To be clear I'm definitely not anti-AI. I think it's an incredible tool and for a long time in the beginning I was very much an advocate of utilizing it as much as possible to help unlock new knowledge that would have otherwise taken real time to learn, automate repetitive boilerplate, ideate with towards finding new solutions for complex problems, etc. But now it feels like we've finally crossed the threshold from tool to replacement.

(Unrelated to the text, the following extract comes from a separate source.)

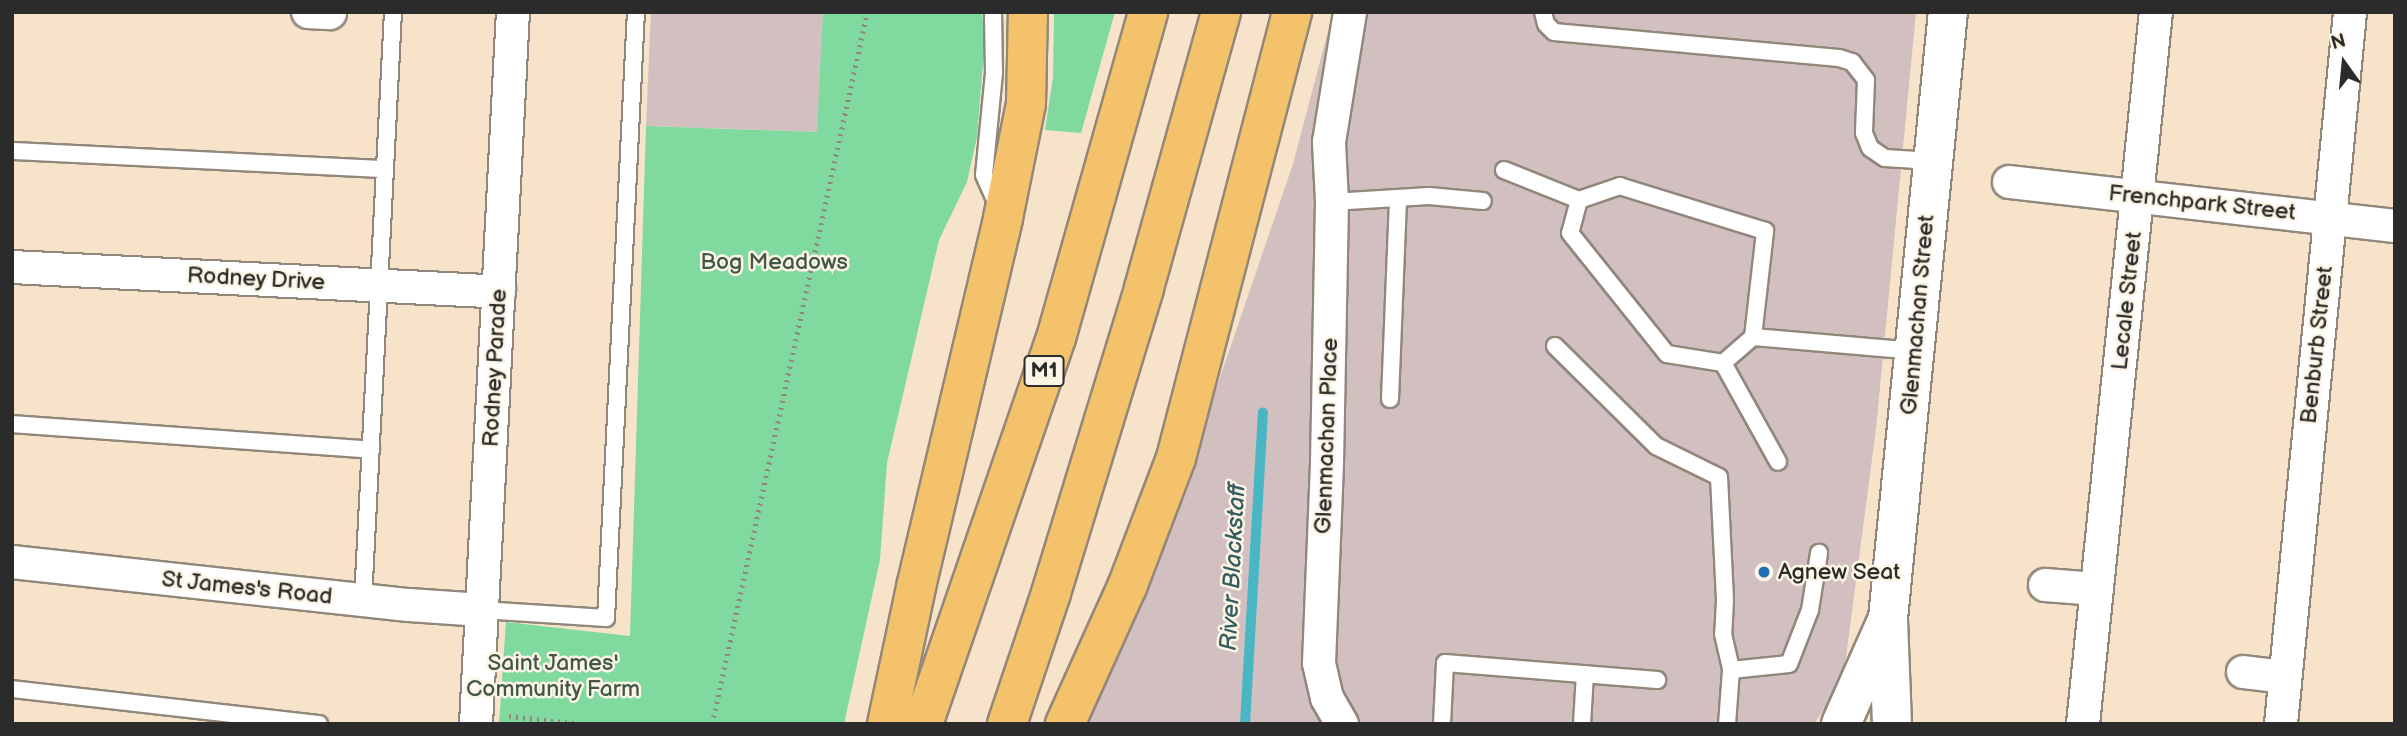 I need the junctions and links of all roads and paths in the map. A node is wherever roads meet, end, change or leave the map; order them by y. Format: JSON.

I just left a startup where leadership - slowly over time - became wracked with AI psychosis. Mandates across all departments in the company, CEO vibe coding slop into production, all the stories I'm sure you've heard before. The company I joined is more stable, and I very much went into the job with an understanding from the interviews that they are very "AI forward". My hope was that maybe coming into a role where the AI expectation was clear from the start and the company had put real time and effort into fine tuning their AI workflows would somehow change the experience for me, but it hasn't. Here we receive a product brief document and feed it to an agent, which uses the Atlassian MCP to create stories in Jira. Then we spin up agents to implement the tickets. Once we validate the work, an agent drafts a PR and pushes it to Github, which is then reviewed by CoPilot. Engineers shovel the comments back into Cursor, feedback gets addressed, PR gets merged in. It's more transactional than ever.
I'm not really sure what my goal is posting this. I know I sound like a dinosaur but it just feels like what I loved about this work is completely gone. I don't know if this is for me anymore. Anyway, that's it I guess.